## Your objective
Copy every line from the records that holds the word "road".

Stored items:
>>>

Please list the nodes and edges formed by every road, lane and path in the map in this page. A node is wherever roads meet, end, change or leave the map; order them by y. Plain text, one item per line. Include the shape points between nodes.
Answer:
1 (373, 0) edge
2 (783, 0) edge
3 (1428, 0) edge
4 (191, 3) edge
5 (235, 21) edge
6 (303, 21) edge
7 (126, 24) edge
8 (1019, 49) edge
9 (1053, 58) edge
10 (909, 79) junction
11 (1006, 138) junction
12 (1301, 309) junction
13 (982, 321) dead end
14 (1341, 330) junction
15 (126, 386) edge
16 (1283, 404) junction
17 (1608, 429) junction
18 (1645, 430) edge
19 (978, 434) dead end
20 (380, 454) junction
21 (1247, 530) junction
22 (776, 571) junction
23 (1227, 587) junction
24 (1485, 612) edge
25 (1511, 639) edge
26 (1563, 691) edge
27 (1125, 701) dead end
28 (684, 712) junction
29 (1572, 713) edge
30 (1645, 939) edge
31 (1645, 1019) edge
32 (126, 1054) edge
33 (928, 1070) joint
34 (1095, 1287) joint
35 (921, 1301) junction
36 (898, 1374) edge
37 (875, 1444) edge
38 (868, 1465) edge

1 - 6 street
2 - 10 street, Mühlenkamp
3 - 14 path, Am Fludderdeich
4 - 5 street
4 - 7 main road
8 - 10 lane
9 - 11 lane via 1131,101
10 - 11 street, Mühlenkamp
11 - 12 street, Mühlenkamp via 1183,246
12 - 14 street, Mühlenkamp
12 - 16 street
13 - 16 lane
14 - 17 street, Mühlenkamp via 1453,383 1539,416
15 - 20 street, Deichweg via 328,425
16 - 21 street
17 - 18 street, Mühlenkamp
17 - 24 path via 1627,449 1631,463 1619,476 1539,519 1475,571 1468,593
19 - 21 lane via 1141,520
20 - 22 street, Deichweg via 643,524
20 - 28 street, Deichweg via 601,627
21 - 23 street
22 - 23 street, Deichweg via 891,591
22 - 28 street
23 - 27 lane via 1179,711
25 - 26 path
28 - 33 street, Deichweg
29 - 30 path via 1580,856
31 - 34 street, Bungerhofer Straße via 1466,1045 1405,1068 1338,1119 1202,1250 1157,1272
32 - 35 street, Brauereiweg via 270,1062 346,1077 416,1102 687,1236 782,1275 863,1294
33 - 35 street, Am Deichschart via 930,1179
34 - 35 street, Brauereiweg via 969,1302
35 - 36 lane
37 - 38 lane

<<<

## Result of this exercise
Please list the nodes and edges formed by every road, lane and path in the map in this page. A node is wherever roads meet, end, change or leave the map; order them by y. Plain text, one item per line. Include the shape points between nodes.
4 - 7 main road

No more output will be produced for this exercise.